Proving that the average approaches zero

Question

If the positive numbers $v_n$ approach zero as $n\to\infty$, prove that their average $(v_1+v_2+\dots+v_n)/n$ also approaches zero.

We have:

For any $\epsilon$, there is an $N$ such that $v_n<\epsilon$ if $n>N$.

We need to prove:

For any $\epsilon$, there is an $N$ such that $\frac{v_1+v_2+\dots+v_n}n<\epsilon$ if $n>N$.

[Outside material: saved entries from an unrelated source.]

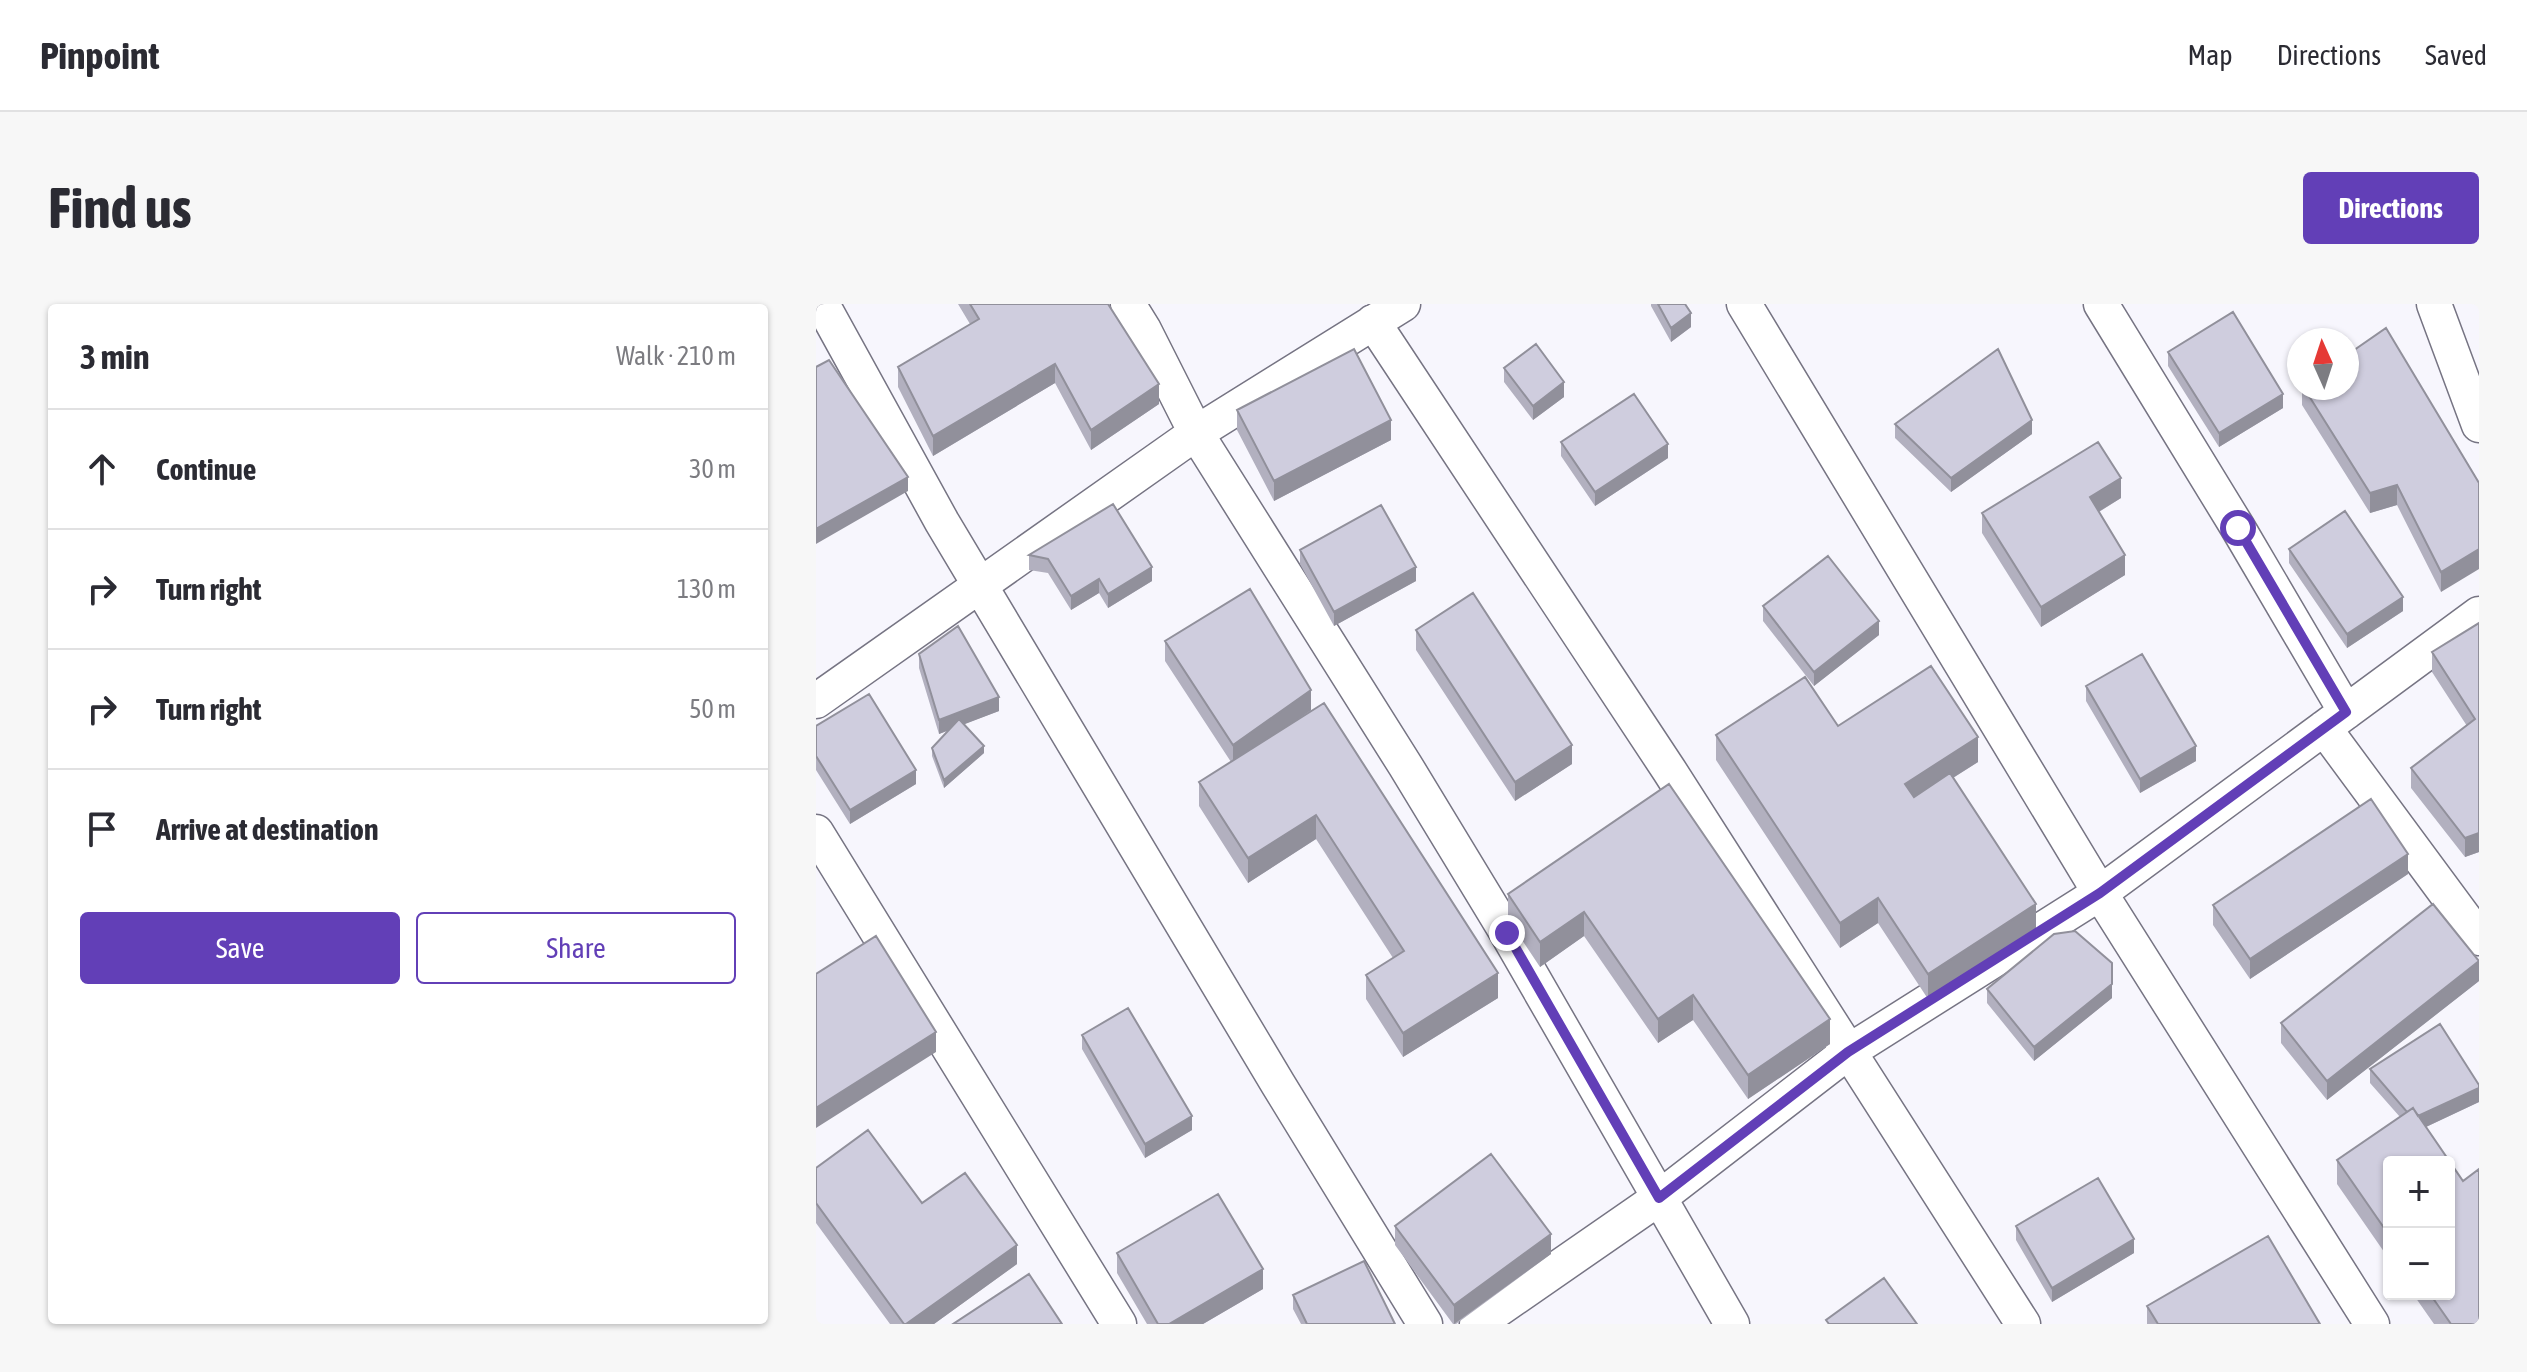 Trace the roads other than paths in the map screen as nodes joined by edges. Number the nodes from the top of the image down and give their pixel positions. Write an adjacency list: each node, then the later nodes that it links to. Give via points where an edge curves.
1 (822, 304): 10 (street)
2 (1128, 304): 9 (street)
3 (1403, 304): 7 (street)
4 (1744, 304): 15 (street)
5 (2101, 304): 13 (street, via 2238,528)
6 (2434, 304): 8 (street)
7 (1373, 322): 9 (street); 17 (street)
8 (2479, 425)
9 (1196, 433): 10 (street); 18 (street, via 1507,933)
10 (980, 583): 12 (street); 20 (street)
11 (2479, 614): 13 (street)
12 (816, 701)
13 (2335, 720): 15 (street); 16 (street)
14 (816, 832): 19 (street)
15 (2100, 893): 17 (street); 24 (street)
16 (2479, 938)
17 (1848, 1052): 18 (street); 23 (street)
18 (1659, 1198): 21 (street); 22 (street)
19 (1119, 1324)
20 (1425, 1324)
21 (1477, 1324)
22 (1732, 1324)
23 (2023, 1324)
24 (2372, 1324) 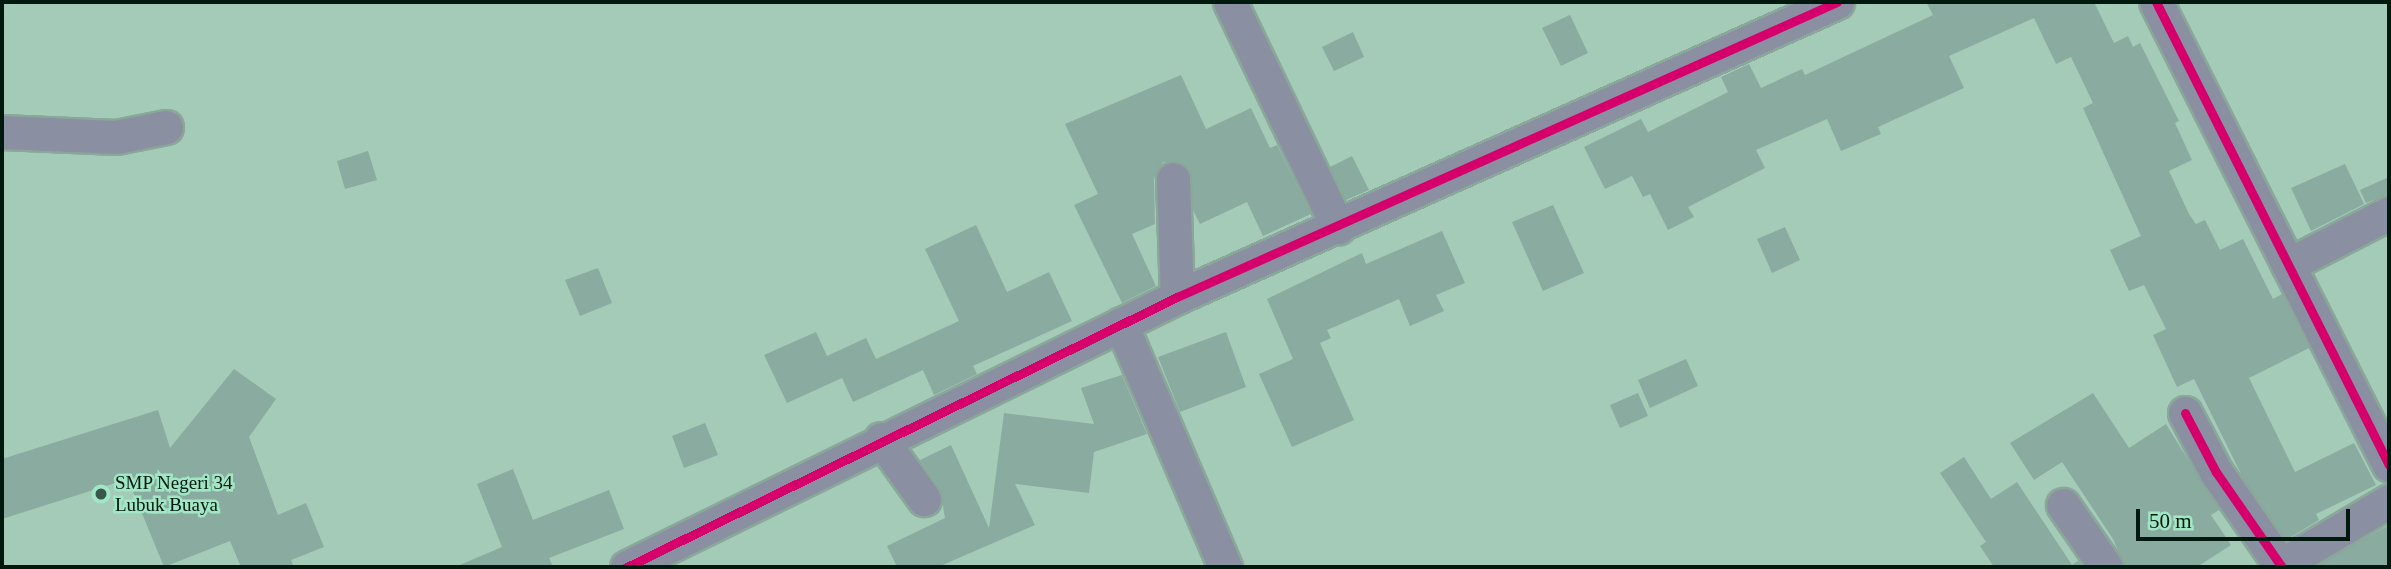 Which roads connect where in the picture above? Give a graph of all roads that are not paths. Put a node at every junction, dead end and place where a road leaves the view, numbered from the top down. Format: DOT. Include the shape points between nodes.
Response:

I am having a hard time connecting these two statements. I have tried with examples but I have not been able to get through these symbols. Intuitively, average follows instantaneous. $\bar v$ rises and falls with the next $v$. But I need a formal proof.

Answer 1

As you have observed, for any $\epsilon$, there is an $N$ such that $v_n<\epsilon$ if $n>N$.

So \begin{align*} \frac{v_1+v_2+\dots+v_n}{n}&=\frac{v_1+v_2+\dots+v_N+v_{N+1}+\dots+v_n}{n}\\ &<\frac{v_1+v_2+\dots+v_N+\epsilon+\dots+\epsilon}{n}\\ &=\frac{v_1+v_2+\dots+v_N}{n}+\frac{(n-N)}{n}\epsilon \end{align*}

It should be clear that $\frac{v_1+v_2+\dots+v_N}{n}\to 0$.

Also, $\frac{(n-N)}{n}\epsilon\to \epsilon$.

So overall, $\lim\frac{v_1+v_2+\dots+v_n}{n}\leq\epsilon$. Since $\epsilon>0$ is arbitrary, it tends to zero.